Segment Open

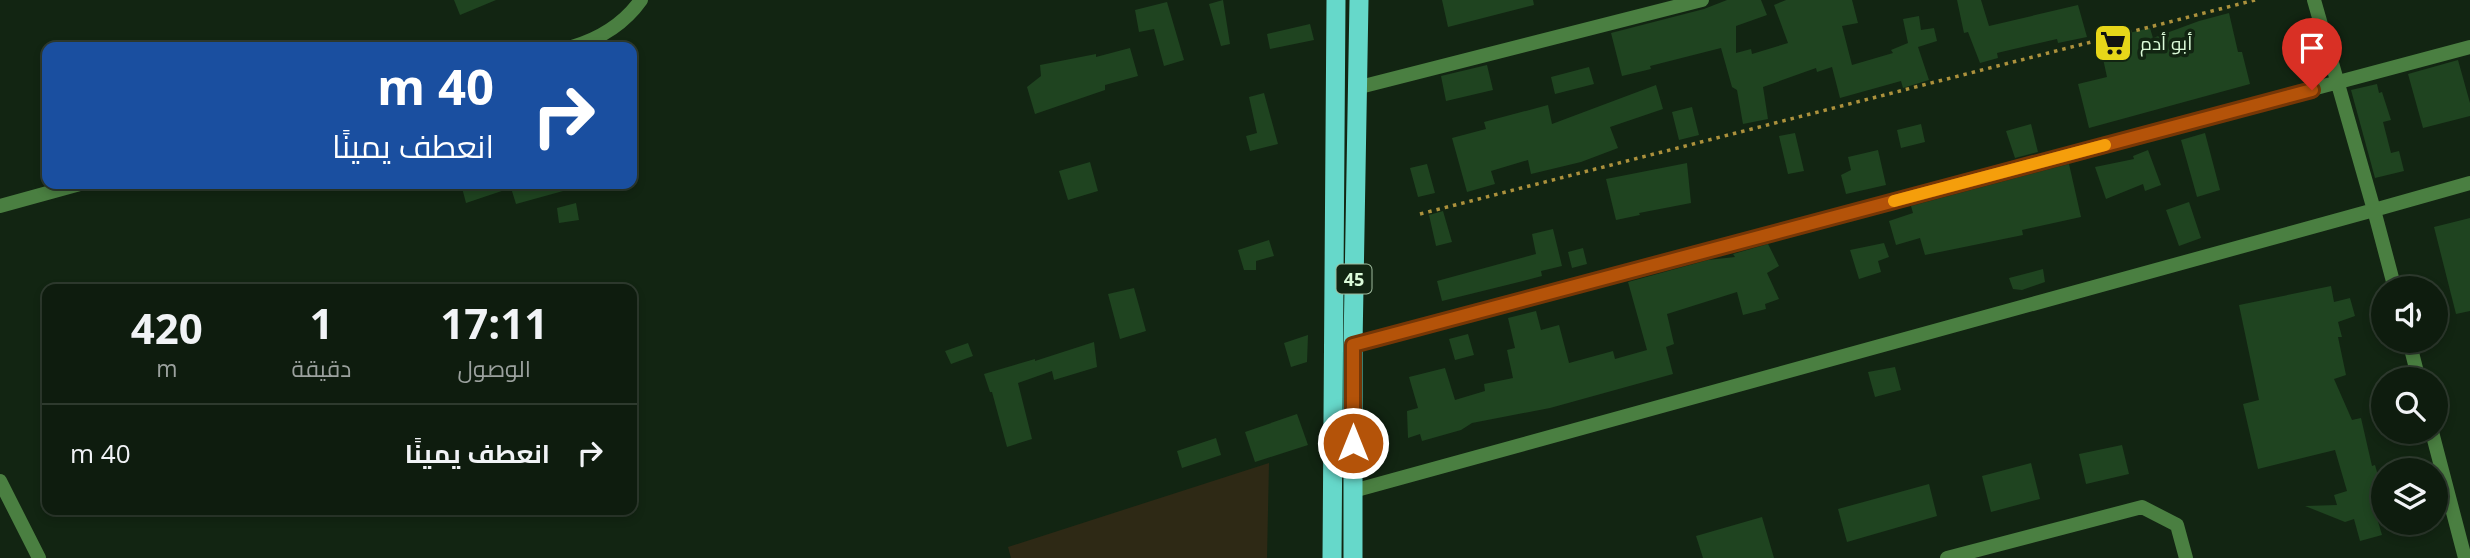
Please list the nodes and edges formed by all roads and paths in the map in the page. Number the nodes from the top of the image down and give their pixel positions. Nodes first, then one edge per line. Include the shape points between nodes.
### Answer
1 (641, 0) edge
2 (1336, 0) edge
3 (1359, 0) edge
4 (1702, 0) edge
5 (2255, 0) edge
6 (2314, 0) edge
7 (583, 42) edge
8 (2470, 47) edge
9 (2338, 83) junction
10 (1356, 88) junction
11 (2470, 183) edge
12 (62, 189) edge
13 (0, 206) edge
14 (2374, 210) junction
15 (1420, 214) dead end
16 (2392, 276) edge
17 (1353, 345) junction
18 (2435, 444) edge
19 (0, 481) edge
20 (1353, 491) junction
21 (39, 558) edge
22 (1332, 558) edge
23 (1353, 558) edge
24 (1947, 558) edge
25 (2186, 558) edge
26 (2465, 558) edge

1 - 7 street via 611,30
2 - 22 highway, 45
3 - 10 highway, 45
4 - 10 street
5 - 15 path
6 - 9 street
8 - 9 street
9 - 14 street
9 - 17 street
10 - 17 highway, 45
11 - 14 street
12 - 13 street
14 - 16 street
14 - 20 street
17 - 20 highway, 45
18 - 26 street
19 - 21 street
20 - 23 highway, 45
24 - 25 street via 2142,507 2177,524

Segment Closed

• **About this task**: Exact copy, no pictures: please print every record above as written.

• **Reply**:
Please list the nodes and edges formed by all roads and paths in the map in the page. Number the nodes from the top of the image down and give their pixel positions. Nodes first, then one edge per line. Include the shape points between nodes.
### Answer
1 (641, 0) edge
2 (1336, 0) edge
3 (1359, 0) edge
4 (1702, 0) edge
5 (2255, 0) edge
6 (2314, 0) edge
7 (583, 42) edge
8 (2470, 47) edge
9 (2338, 83) junction
10 (1356, 88) junction
11 (2470, 183) edge
12 (62, 189) edge
13 (0, 206) edge
14 (2374, 210) junction
15 (1420, 214) dead end
16 (2392, 276) edge
17 (1353, 345) junction
18 (2435, 444) edge
19 (0, 481) edge
20 (1353, 491) junction
21 (39, 558) edge
22 (1332, 558) edge
23 (1353, 558) edge
24 (1947, 558) edge
25 (2186, 558) edge
26 (2465, 558) edge

1 - 7 street via 611,30
2 - 22 highway, 45
3 - 10 highway, 45
4 - 10 street
5 - 15 path
6 - 9 street
8 - 9 street
9 - 14 street
9 - 17 street
10 - 17 highway, 45
11 - 14 street
12 - 13 street
14 - 16 street
14 - 20 street
17 - 20 highway, 45
18 - 26 street
19 - 21 street
20 - 23 highway, 45
24 - 25 street via 2142,507 2177,524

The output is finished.